O segundo mito deriva do primeiro – a fraqueza econômica da Rússia não resistiria às sanções econômicas do Ocidente, em particular com a exclusão dos bancos russos do sistema Swift de transferências internacionais. Seria questão de meses até o país estar de joelhos, implorando a paz. Não foi assim. A economia russa surpreendeu tanto como a resistência militar ucraniana. A Rússia não é uma autocracia esclerosada com uma economia rígida e estagnada, incapaz de se adaptar a novos desafios. Não, não é. A Rússia é um adversário que deve ser levado a sério.
Finalmente, o terceiro mito consiste na ideia infantil de confundir a comunidade internacional com o Ocidente. Não, não é a mesma coisa. Todos vimos com agrado a condenação quase unânime da invasão russa na primeira Assembleia Geral da Nações Unidas a seguir ao início da guerra. Todavia, passado o primeiro choque, é muito difícil afirmar que todo o mundo partilha a indignação ocidental. Pelo contrário, um pouco por todo o lado vemos aflorar posições de apoio discreto à Rússia. Se tomarmos como medida os países que aplicam de fato as sanções econômicas teremos a verdadeira dimensão da realidade política mundial. A obediência do mundo aos ditames e aos interesses ocidentais já não é o que era. Muitos acadêmicos consideram a crise ucraniana de 2014 como o momento em que o mundo deixou de ter uma ordem mundial unipolar. Acho que têm razão. Levar a União Europeia e a Otan até à fronteira russa foi, e ainda é, um exercício de arrogância. Assim nasceu um outro polo – o da aliança Rússia- China. É nesse mundo bipolar que agora vivemos.
Olho para uma entrevista de Anne Applebam e vejo naquelas palavras toda a arrogância ocidental tão própria destes tempos: “os russos não se sentem limitados pela moral”. Como poderiam, aliás? Não são como nós, não pensam como nós, não sentem como nós – não passam de um povo amoral liderado por um monstro.
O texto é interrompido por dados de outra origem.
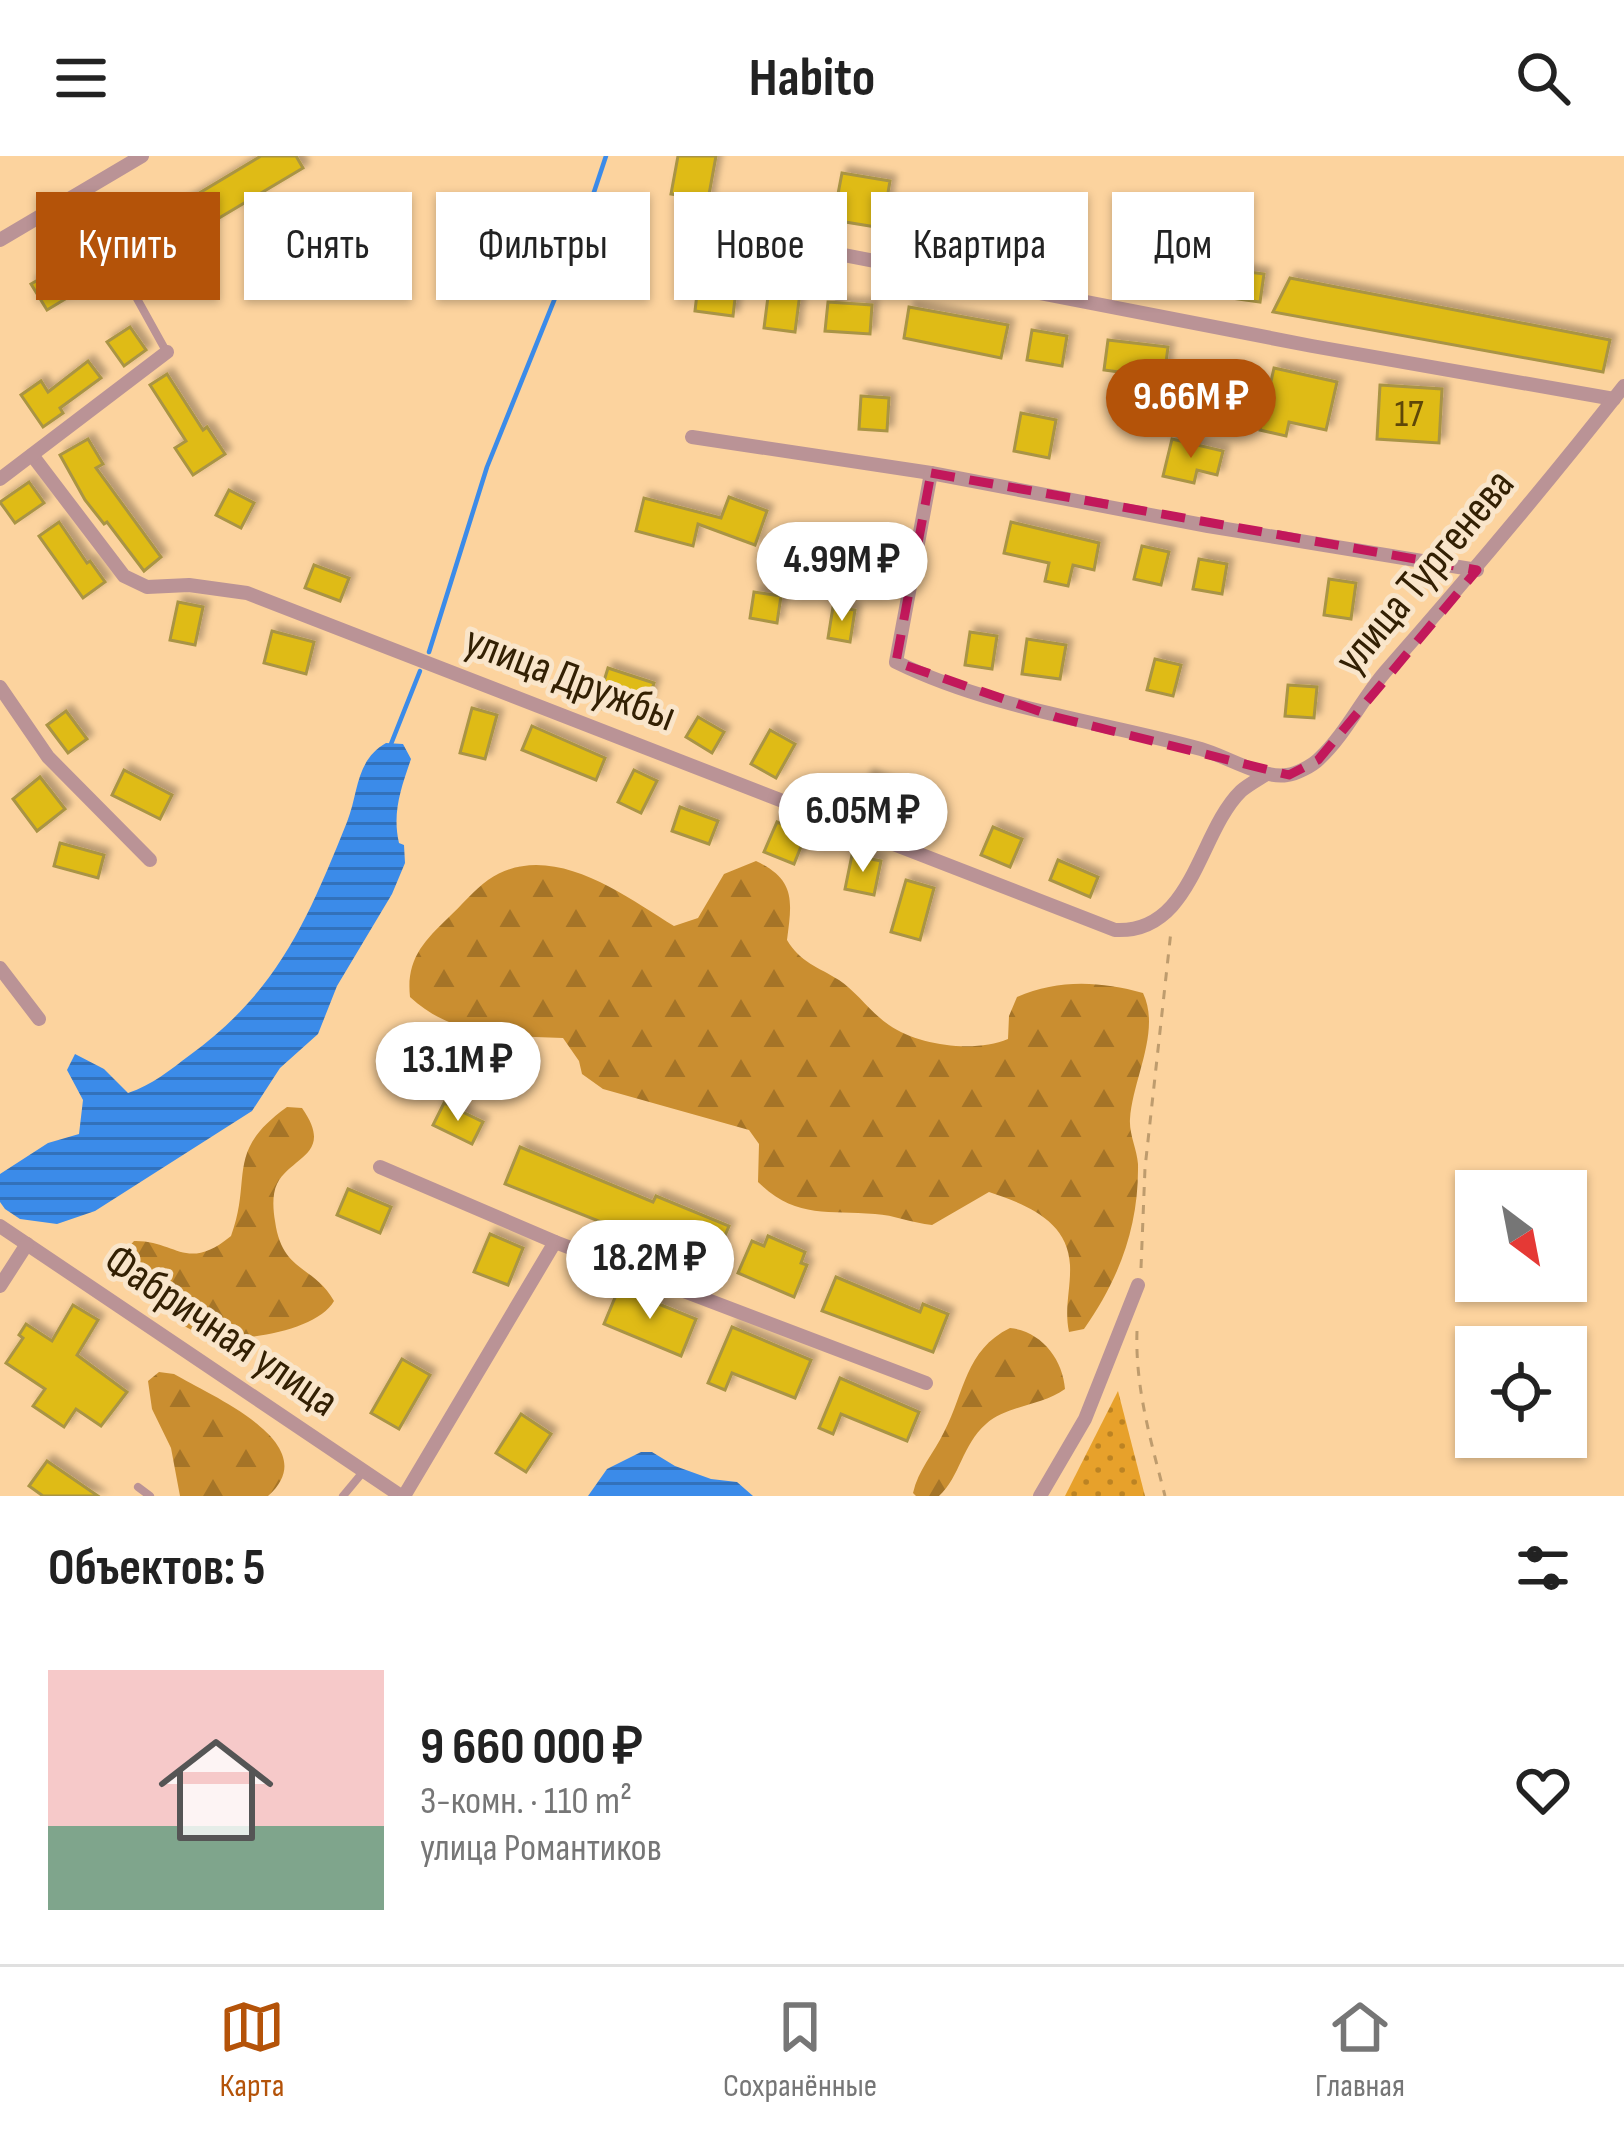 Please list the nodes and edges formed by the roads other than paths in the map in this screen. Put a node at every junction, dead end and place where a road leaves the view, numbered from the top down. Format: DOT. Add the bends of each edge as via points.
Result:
graph roads {
  1 [pos="142,156"];
  2 [pos="82,192"];
  3 [pos="36,219"];
  4 [pos="0,240"];
  5 [pos="847,256"];
  6 [pos="138,300"];
  7 [pos="167,352"];
  8 [pos="1619,392"];
  9 [pos="692,437"];
  10 [pos="32,455"];
  11 [pos="932,473"];
  12 [pos="0,479"];
  13 [pos="1477,570"];
  14 [pos="0,687"];
  15 [pos="1265,775"];
  16 [pos="150,860"];
  17 [pos="0,968"];
  18 [pos="39,1019"];
  19 [pos="380,1166"];
  20 [pos="0,1226"];
  21 [pos="555,1242"];
  22 [pos="27,1244"];
  23 [pos="1138,1285"];
  24 [pos="0,1286"];
  25 [pos="926,1383"];
  26 [pos="364,1471"];
  27 [pos="138,1486"];
  28 [pos="150,1496"];
  29 [pos="343,1496"];
  30 [pos="403,1496"];
  31 [pos="1040,1496"];
  1 -- 2 [label="street"];
  3 -- 4 [label="street"];
  5 -- 8 [label="street" via="1312,346"];
  6 -- 7 [label="lane"];
  7 -- 10 [label="street"];
  8 -- 13 [label="street, улица Тургенева"];
  9 -- 11 [label="street"];
  10 -- 12 [label="street"];
  10 -- 15 [label="street, улица Дружбы" via="140,586 248,593 1115,930 1156,920 1181,895 1240,792"];
  11 -- 13 [label="street"];
  11 -- 15 [label="street" via="896,662 1056,718 1131,730"];
  13 -- 15 [label="street, улица Тургенева" via="1318,760 1289,775"];
  14 -- 16 [label="street" via="48,757"];
  17 -- 18 [label="street"];
  19 -- 21 [label="street"];
  20 -- 22 [label="street, Фабричная улица"];
  21 -- 25 [label="street"];
  21 -- 30 [label="street"];
  22 -- 24 [label="street"];
  22 -- 26 [label="street, Фабричная улица"];
  23 -- 31 [label="street" via="1085,1419"];
  26 -- 29 [label="lane"];
  26 -- 30 [label="street, Фабричная улица"];
  27 -- 28 [label="lane"];
}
Pronto. Que mais é necessário compreender nesta guerra? Eles são os maus, nós os bons. Foi a este ponto de indigência intelectual na análise geopolítica que o Ocidente chegou. Há exatamente vinte anos a mesma Anne Applebam, num célebre artigo intitulado “irrefutável”, explicava aos pobres de espírito que “é difícil imaginar como alguém pode duvidar que o Iraque possui armas de destruição maciça.”
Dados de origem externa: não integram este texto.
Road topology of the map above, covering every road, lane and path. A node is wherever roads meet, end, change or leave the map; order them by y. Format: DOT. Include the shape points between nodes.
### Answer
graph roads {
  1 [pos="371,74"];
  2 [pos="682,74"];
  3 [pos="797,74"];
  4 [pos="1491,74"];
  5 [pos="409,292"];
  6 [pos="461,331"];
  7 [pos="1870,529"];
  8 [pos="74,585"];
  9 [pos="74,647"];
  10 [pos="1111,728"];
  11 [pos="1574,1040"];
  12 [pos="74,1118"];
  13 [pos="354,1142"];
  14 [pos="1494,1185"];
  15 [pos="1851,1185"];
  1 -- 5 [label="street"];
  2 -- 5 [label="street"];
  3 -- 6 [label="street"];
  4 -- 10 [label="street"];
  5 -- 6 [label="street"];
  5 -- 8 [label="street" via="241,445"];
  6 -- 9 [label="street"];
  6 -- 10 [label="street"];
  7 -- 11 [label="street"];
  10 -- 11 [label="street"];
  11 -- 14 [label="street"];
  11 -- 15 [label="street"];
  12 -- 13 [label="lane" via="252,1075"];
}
É exatamente este espírito de cruzada maniqueísta que deve ser evitado. Todas as guerras são travadas com incerteza – como também Putin aprendeu da forma mais dura. Todavia, neste momento o ponto mais importante que importa sublinhar é que este é um conflito em que um dos contendores tem armas nucleares. Assim sendo, todos os esforços devem ser feitos para que continuem sem ser usadas. Esta guerra é assunto sério.